In some cases, after the substrate 202 is removed from the device 200, an additional substrate can be placed in the device 200. In a particular embodiment, the additional substrate can perform one or more operations performed by the substrate 202. In other embodiments, the additional substrate may be subjected to one or more operations different from those performed on the substrate 202. In each case, the additional substrate can be contacted with one or more solutions other than the solutions used to contact the substrate 202. Additionally, in a particular embodiment, a substance other than the substance 208 removed from the substrate 202 can be removed from the additional substrate. In an embodiment, additional substrates can be used for a certain volume. The fresh same solution or substantially the same solution is contacted with the contact substrate 202. In this manner, the effectiveness of the solution for contacting each of the substrates provided to device 200 can be maximized due to minimal solution degradation and minimal solution contamination.

Process embodiments for removing a substance (e.g., photoresist) from a substrate as described herein have certain advantages over the removal of materials based on impregnation. For example, the cleaning performance based on a substrate to a substrate is relatively uniform. Each substrate can be treated with a fresh, unused stripping composition. Thus, the composition of the stripping composition for each substrate can be the same and does not vary in the impregnation tank due to the inclusion of dissolved photoresist and component degradation. In addition, the volume of the stripping composition used for each substrate cleaning is less than the user of each substrate cleaning in an impregnation process, which can reduce the cost.

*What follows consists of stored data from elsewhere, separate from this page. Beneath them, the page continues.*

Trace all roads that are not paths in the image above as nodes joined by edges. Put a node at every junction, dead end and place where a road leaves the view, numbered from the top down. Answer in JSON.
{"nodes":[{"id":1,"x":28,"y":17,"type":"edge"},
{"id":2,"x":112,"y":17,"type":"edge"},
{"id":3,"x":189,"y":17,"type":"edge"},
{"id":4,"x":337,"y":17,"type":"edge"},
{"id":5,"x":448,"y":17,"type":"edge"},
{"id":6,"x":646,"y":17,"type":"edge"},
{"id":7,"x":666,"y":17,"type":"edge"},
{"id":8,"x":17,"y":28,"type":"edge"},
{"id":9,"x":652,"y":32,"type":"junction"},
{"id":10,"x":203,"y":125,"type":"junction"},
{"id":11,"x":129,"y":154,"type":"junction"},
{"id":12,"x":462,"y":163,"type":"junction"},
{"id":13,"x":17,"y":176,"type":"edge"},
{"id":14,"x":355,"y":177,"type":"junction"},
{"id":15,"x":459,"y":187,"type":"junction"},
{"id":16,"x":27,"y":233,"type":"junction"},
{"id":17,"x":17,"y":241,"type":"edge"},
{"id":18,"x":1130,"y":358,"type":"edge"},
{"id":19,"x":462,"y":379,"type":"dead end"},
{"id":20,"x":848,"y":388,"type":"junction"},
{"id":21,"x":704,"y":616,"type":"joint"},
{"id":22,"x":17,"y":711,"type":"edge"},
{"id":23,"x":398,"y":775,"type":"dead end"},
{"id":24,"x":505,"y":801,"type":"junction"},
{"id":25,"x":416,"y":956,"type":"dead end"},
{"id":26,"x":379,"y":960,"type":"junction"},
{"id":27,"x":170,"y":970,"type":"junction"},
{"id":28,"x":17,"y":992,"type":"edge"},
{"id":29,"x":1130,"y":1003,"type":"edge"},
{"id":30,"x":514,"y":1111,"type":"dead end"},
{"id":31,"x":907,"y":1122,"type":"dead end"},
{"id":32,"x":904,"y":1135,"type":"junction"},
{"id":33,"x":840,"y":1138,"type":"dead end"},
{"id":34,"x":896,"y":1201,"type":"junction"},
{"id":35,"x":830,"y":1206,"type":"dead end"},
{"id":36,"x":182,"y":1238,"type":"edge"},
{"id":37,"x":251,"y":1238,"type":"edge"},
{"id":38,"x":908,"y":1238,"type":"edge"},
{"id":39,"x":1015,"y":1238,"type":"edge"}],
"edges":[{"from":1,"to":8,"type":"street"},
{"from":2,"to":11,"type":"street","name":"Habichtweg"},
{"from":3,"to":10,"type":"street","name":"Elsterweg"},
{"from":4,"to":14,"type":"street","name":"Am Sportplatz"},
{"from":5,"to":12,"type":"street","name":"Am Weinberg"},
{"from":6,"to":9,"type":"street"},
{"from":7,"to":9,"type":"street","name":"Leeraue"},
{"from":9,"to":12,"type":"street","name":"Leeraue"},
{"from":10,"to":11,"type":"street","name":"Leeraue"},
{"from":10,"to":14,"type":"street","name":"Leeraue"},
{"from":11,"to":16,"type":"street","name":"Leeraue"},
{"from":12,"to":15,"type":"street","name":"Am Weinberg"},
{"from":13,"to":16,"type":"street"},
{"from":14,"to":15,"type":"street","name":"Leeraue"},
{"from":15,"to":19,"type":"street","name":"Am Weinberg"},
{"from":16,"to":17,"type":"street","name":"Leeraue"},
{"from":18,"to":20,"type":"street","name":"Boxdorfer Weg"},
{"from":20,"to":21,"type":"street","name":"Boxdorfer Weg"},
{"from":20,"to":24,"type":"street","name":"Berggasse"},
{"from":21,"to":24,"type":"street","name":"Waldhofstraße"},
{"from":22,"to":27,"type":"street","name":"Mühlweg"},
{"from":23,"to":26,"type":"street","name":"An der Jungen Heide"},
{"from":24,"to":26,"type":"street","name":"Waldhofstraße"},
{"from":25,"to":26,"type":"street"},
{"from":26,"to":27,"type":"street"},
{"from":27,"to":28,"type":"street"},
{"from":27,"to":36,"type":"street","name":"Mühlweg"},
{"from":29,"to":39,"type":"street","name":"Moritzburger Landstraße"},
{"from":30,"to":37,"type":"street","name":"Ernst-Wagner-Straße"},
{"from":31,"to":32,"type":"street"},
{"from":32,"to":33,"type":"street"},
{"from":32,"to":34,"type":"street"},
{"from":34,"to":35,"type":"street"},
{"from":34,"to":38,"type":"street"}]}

Another potential advantage of the process embodiments described herein is related to process integration used in wafer level packaging. After the photoresist film is removed, the wafer can be processed to remove the Cu field metal around the solder pillars. Typically, the impregnated photoresist removal results in the deposition of a Sn or tin oxide film on top of the Cu field metal, wherein Sn is extracted from the solder and the plate onto the Cu. The Sn or tin oxide film is typically removed by a plasma based etching process. If the Sn or tin oxide film is not removed, the Cu field metal cannot be removed. Using the embodiments set forth herein, the photoresist can be removed from the wafer without causing deposition of the Sn or tin oxide film. Thus, process integration can be rationalized to eliminate this Sn or tin oxide film removal step, resulting in a more cost effective integration.

In addition to removing photoresist and residues, the process embodiments described herein can potentially be used in other wafer processes for fabricating semiconductors and other microelectronic devices. Such processes include, but are not limited to, for example, wet etching processes (eg, Cu field metal etching), photoresist coating and baking, water based cleaning steps (eg, sulfuric acid/peroxide mixture (SPM) cleaning).

Although the subject matter is set forth in the language of the specification and the embodiments of the invention, it is understood that the subject matter defined in the claims Instead, the specific characteristics and behaviors are used as the scope of the application for patents. An example form is disclosed.

Embodiments may be consistent with any one or more of the items listed below.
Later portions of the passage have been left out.